No, I've got an '82 and the ones that I bought (same PN on the link I provided above) fit correctly and work on both the Air Rail and the skinny exhaust pipe on my USA 1982 FJ60.

I can't speak for whether or not those exact PNs would fit and work on 1985 and later models...I'm not sure what the difference is or would likely be...

EDIT: I've got a 12/1981 USA FJ60...technically it's an '81 as far as production date goes, but I think it is considered an '82...
 
Last edited:
Thanks much for the link, I just ordered two to be safe.
 
Sorry, my mistake (been awhile since I've thought about this) -- 2 Hg is about 1 Lb / in-squared at some temp standard (I forget). So the above gauge is 2 PSI or 4 Hg for a min 'good' reading, the other gauges are not measured, but read about the same with pumps. As you can see other one is around the 4 psi mark. These SSTs were not made exclusively for Land Cruisers, but I *think* the 5.5 mm orifice adapter 'calibrates' them to the LC pumps ?
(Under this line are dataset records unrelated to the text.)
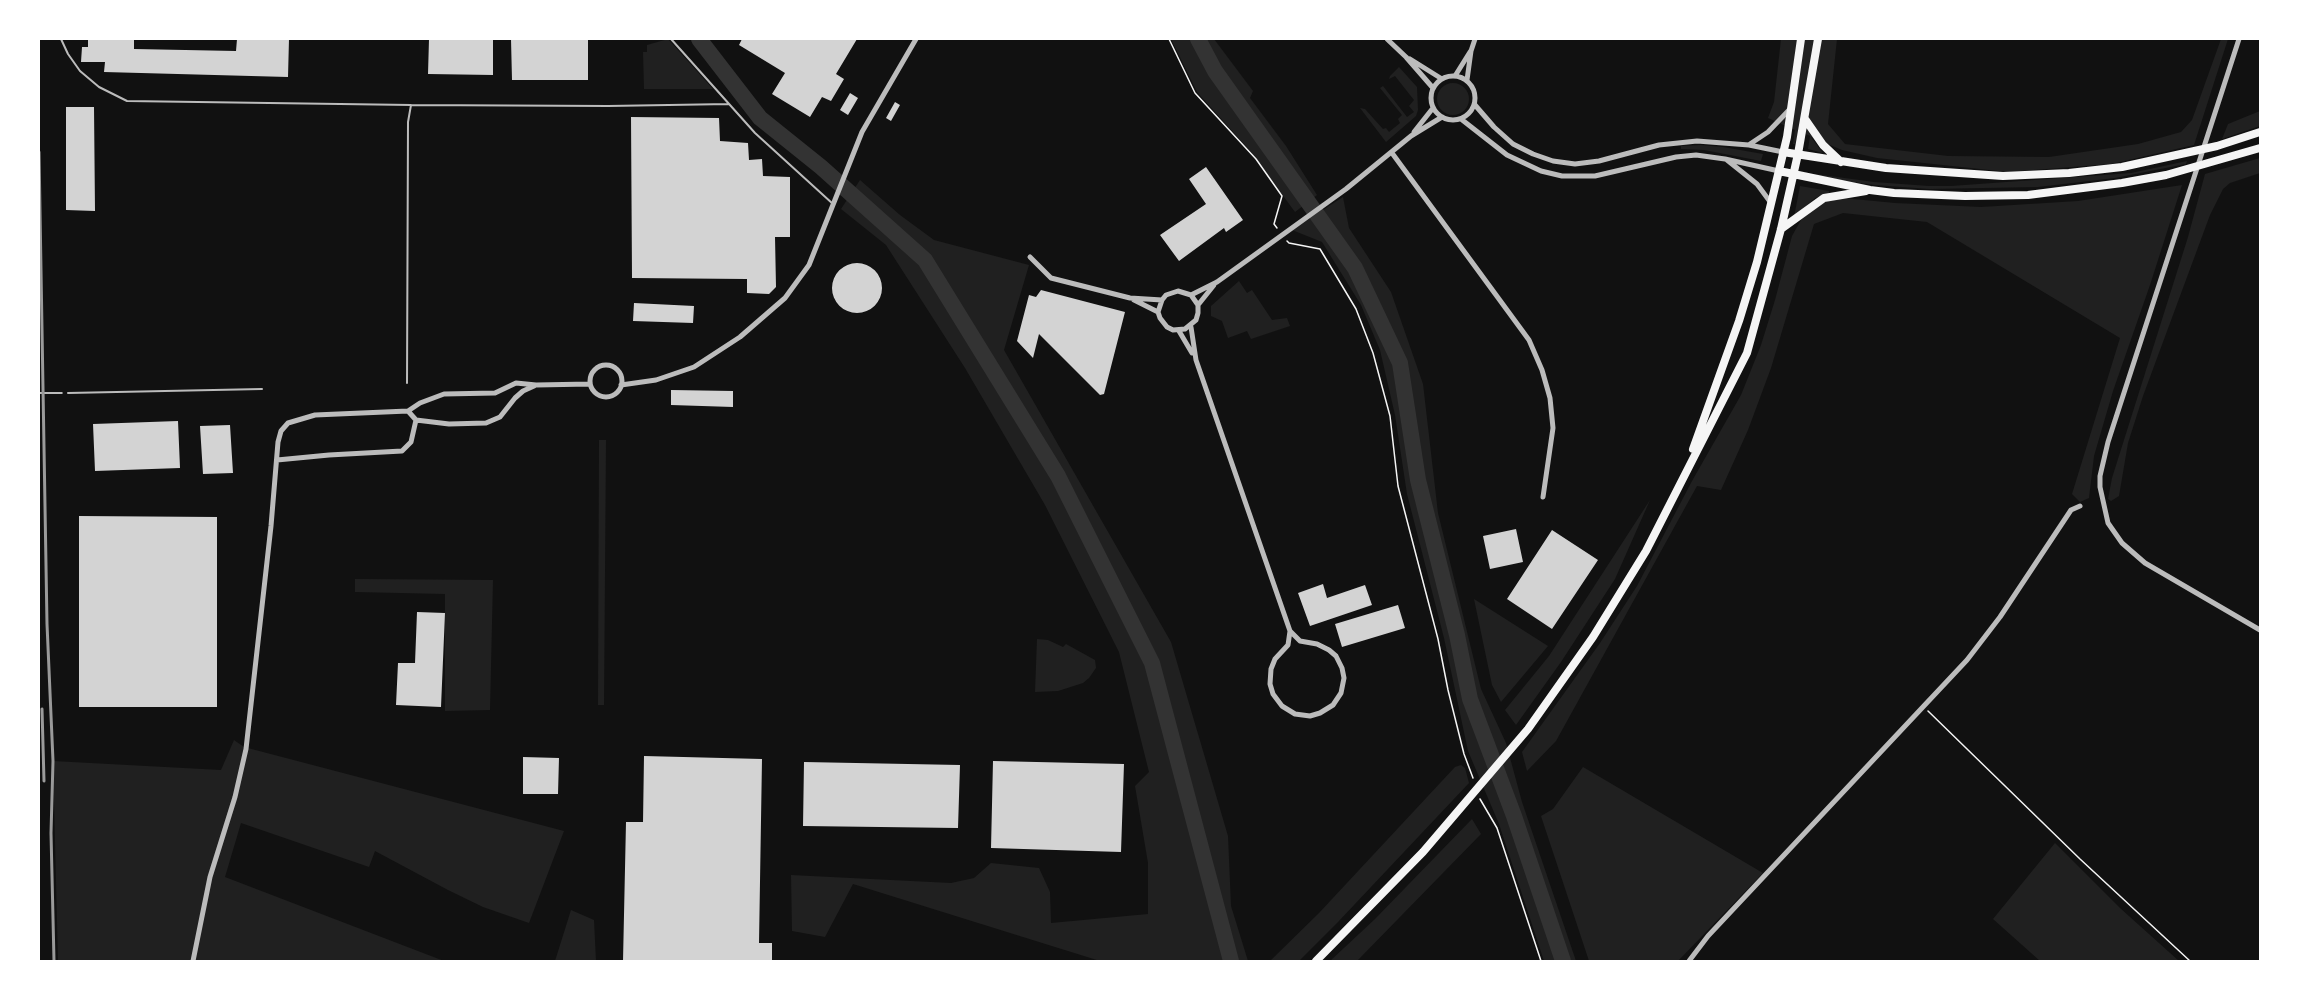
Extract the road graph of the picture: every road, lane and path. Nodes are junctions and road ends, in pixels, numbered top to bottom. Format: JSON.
{"nodes":[{"id":1,"x":61,"y":39,"type":"edge"},
{"id":2,"x":671,"y":39,"type":"edge"},
{"id":3,"x":916,"y":39,"type":"edge"},
{"id":4,"x":1169,"y":39,"type":"edge"},
{"id":5,"x":1387,"y":39,"type":"edge"},
{"id":6,"x":1475,"y":39,"type":"edge"},
{"id":7,"x":1801,"y":39,"type":"edge"},
{"id":8,"x":1818,"y":39,"type":"edge"},
{"id":9,"x":2239,"y":39,"type":"edge"},
{"id":10,"x":1471,"y":51,"type":"junction"},
{"id":11,"x":1406,"y":57,"type":"junction"},
{"id":12,"x":1455,"y":76,"type":"junction"},
{"id":13,"x":1442,"y":79,"type":"junction"},
{"id":14,"x":1467,"y":81,"type":"junction"},
{"id":15,"x":1433,"y":88,"type":"junction"},
{"id":16,"x":729,"y":104,"type":"junction"},
{"id":17,"x":411,"y":105,"type":"junction"},
{"id":18,"x":1474,"y":105,"type":"junction"},
{"id":19,"x":1433,"y":108,"type":"junction"},
{"id":20,"x":1791,"y":108,"type":"junction"},
{"id":21,"x":1442,"y":117,"type":"junction"},
{"id":22,"x":1461,"y":119,"type":"junction"},
{"id":23,"x":1805,"y":119,"type":"junction"},
{"id":24,"x":2260,"y":132,"type":"edge"},
{"id":25,"x":1411,"y":136,"type":"junction"},
{"id":26,"x":1749,"y":145,"type":"junction"},
{"id":27,"x":2260,"y":148,"type":"edge"},
{"id":28,"x":1784,"y":152,"type":"junction"},
{"id":29,"x":1392,"y":153,"type":"junction"},
{"id":30,"x":1798,"y":154,"type":"junction"},
{"id":31,"x":1725,"y":159,"type":"junction"},
{"id":32,"x":1841,"y":162,"type":"junction"},
{"id":33,"x":1779,"y":171,"type":"junction"},
{"id":34,"x":1794,"y":174,"type":"junction"},
{"id":35,"x":1869,"y":190,"type":"junction"},
{"id":36,"x":833,"y":204,"type":"junction"},
{"id":37,"x":1771,"y":204,"type":"junction"},
{"id":38,"x":1781,"y":229,"type":"junction"},
{"id":39,"x":1282,"y":235,"type":"junction"},
{"id":40,"x":1030,"y":257,"type":"dead end"},
{"id":41,"x":1217,"y":282,"type":"junction"},
{"id":42,"x":1191,"y":295,"type":"junction"},
{"id":43,"x":1130,"y":298,"type":"junction"},
{"id":44,"x":1162,"y":300,"type":"junction"},
{"id":45,"x":1198,"y":305,"type":"junction"},
{"id":46,"x":1158,"y":312,"type":"junction"},
{"id":47,"x":1191,"y":327,"type":"junction"},
{"id":48,"x":1179,"y":331,"type":"junction"},
{"id":49,"x":1196,"y":360,"type":"junction"},
{"id":50,"x":407,"y":383,"type":"dead end"},
{"id":51,"x":590,"y":384,"type":"junction"},
{"id":52,"x":621,"y":385,"type":"junction"},
{"id":53,"x":536,"y":386,"type":"junction"},
{"id":54,"x":262,"y":389,"type":"dead end"},
{"id":55,"x":39,"y":393,"type":"edge"},
{"id":56,"x":68,"y":393,"type":"joint"},
{"id":57,"x":408,"y":411,"type":"junction"},
{"id":58,"x":416,"y":420,"type":"junction"},
{"id":59,"x":278,"y":460,"type":"junction"},
{"id":60,"x":1685,"y":472,"type":"junction"},
{"id":61,"x":1543,"y":497,"type":"dead end"},
{"id":62,"x":2080,"y":506,"type":"dead end"},
{"id":63,"x":2260,"y":630,"type":"edge"},
{"id":64,"x":1290,"y":631,"type":"junction"},
{"id":65,"x":1925,"y":707,"type":"junction"},
{"id":66,"x":1474,"y":781,"type":"dead end"},
{"id":67,"x":1480,"y":799,"type":"dead end"},
{"id":68,"x":193,"y":961,"type":"edge"},
{"id":69,"x":1316,"y":961,"type":"edge"},
{"id":70,"x":1540,"y":961,"type":"edge"},
{"id":71,"x":1689,"y":961,"type":"edge"},
{"id":72,"x":2190,"y":961,"type":"edge"}],
"edges":[{"from":1,"to":17,"type":"lane"},
{"from":2,"to":16,"type":"lane"},
{"from":3,"to":36,"type":"street"},
{"from":4,"to":39,"type":"path"},
{"from":5,"to":11,"type":"street"},
{"from":6,"to":10,"type":"street"},
{"from":7,"to":20,"type":"main road"},
{"from":8,"to":23,"type":"main road"},
{"from":9,"to":63,"type":"street"},
{"from":10,"to":12,"type":"street"},
{"from":10,"to":14,"type":"street"},
{"from":11,"to":13,"type":"street"},
{"from":11,"to":15,"type":"street"},
{"from":12,"to":13,"type":"street"},
{"from":12,"to":14,"type":"street"},
{"from":13,"to":15,"type":"street"},
{"from":14,"to":18,"type":"street"},
{"from":15,"to":19,"type":"street"},
{"from":16,"to":17,"type":"lane"},
{"from":16,"to":36,"type":"lane"},
{"from":17,"to":50,"type":"lane"},
{"from":18,"to":22,"type":"street"},
{"from":18,"to":26,"type":"street"},
{"from":19,"to":21,"type":"street"},
{"from":19,"to":25,"type":"street"},
{"from":20,"to":26,"type":"street"},
{"from":20,"to":28,"type":"main road"},
{"from":21,"to":22,"type":"street"},
{"from":21,"to":25,"type":"street"},
{"from":22,"to":31,"type":"street"},
{"from":23,"to":30,"type":"main road"},
{"from":23,"to":32,"type":"main road"},
{"from":24,"to":32,"type":"main road"},
{"from":25,"to":29,"type":"street"},
{"from":26,"to":28,"type":"street"},
{"from":27,"to":35,"type":"main road"},
{"from":28,"to":30,"type":"main road"},
{"from":28,"to":33,"type":"main road"},
{"from":29,"to":39,"type":"street"},
{"from":29,"to":61,"type":"street"},
{"from":30,"to":32,"type":"main road"},
{"from":30,"to":34,"type":"main road"},
{"from":31,"to":33,"type":"street"},
{"from":31,"to":37,"type":"street"},
{"from":33,"to":34,"type":"main road"},
{"from":33,"to":37,"type":"main road"},
{"from":34,"to":35,"type":"main road"},
{"from":34,"to":38,"type":"main road"},
{"from":35,"to":38,"type":"main road"},
{"from":36,"to":52,"type":"street"},
{"from":37,"to":60,"type":"main road"},
{"from":38,"to":60,"type":"main road"},
{"from":39,"to":41,"type":"street"},
{"from":39,"to":66,"type":"path"},
{"from":40,"to":43,"type":"street"},
{"from":41,"to":42,"type":"street"},
{"from":41,"to":45,"type":"street"},
{"from":42,"to":44,"type":"street"},
{"from":42,"to":45,"type":"street"},
{"from":43,"to":44,"type":"street"},
{"from":43,"to":46,"type":"street"},
{"from":44,"to":46,"type":"street"},
{"from":45,"to":47,"type":"street"},
{"from":46,"to":48,"type":"street"},
{"from":47,"to":48,"type":"street"},
{"from":47,"to":49,"type":"street"},
{"from":48,"to":49,"type":"street"},
{"from":49,"to":64,"type":"street"},
{"from":51,"to":52,"type":"street"},
{"from":51,"to":52,"type":"street"},
{"from":51,"to":53,"type":"street"},
{"from":53,"to":57,"type":"street"},
{"from":53,"to":58,"type":"street"},
{"from":54,"to":56,"type":"lane"},
{"from":55,"to":56,"type":"path"},
{"from":57,"to":58,"type":"street"},
{"from":57,"to":59,"type":"street"},
{"from":58,"to":59,"type":"street"},
{"from":59,"to":68,"type":"street"},
{"from":60,"to":69,"type":"main road"},
{"from":62,"to":65,"type":"street"},
{"from":64,"to":64,"type":"street"},
{"from":65,"to":71,"type":"street"},
{"from":65,"to":72,"type":"path"},
{"from":67,"to":70,"type":"path"}]}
Honestly, I don't use them 'cuz as you can see, very little pressure is necessary from the pump. I just use my thumb over the pump output tube and rev to 1.5K-2K and if it's blowing reasonably well, you're gonna be ok and should look elsewhere for the problem, though it's certainly possible one or more of the carbon vanes have come apart and found their way into the ABV.




IMG_3565.webp
 
Ok, new gauge that has a 1 -15 psi range and the engine running at smog test rpm (about 1590 rpm). I am only getting 1.5 psi and not even 2 if I rev the engine higher. I think it is either worn or missing a vane. If I cover the orifice with my finger the gauge gets to just over 2 psi, most likely not enough to overcome the old check valves. I know I am not connected to the direct output of the pump but having just rebuilt the ABV it is pretty easy to direct the air where you want with the vac lines. The fact that it is close is is why I assumed it was ok in the beginning and have been chasing too many other things. Next step, new pump.
20141217_180121 (2).webp
 
I have not solved this yet but I am getting to know the smog tech quite well. I put a rebuilt pump in, new AI check valve and tested the pump. I was disappointed to see it was not much better than my old one but it was just within spec. FAIL AGAIN. Went through the emmisions manual again and double checked all the little parts, the biggest issue was some resistance in the charcoal canister. The biggest item I found was I could lean out the idle mix a fair amount after all of the other adjustments. The vac is steady at 21in at idle, timing per spec, the cat measured 430 degrees in and 750 out...

About throw in the towel on this.

2014-12-27 CRUISER SMOG LOG.webp
 
Emissions in California suck! I went thru this with mine, I got it on the 3rd try but spent way to much time and money! It's great when you get it but now I dread having to go thru it again in 6 months! My 2 yr mark is coming up. We need the 30yr rule back.
 
the biggest issue was some resistance in the charcoal canister
Don't worry about the charcoal canister. There is some resistance to flow because of the internal check valve. Smog Test does not care about that and it does not affect the "sniffer". IIRC you passed the EVAP portion of the test anyway. Concentrate on previously mentioned possibilities.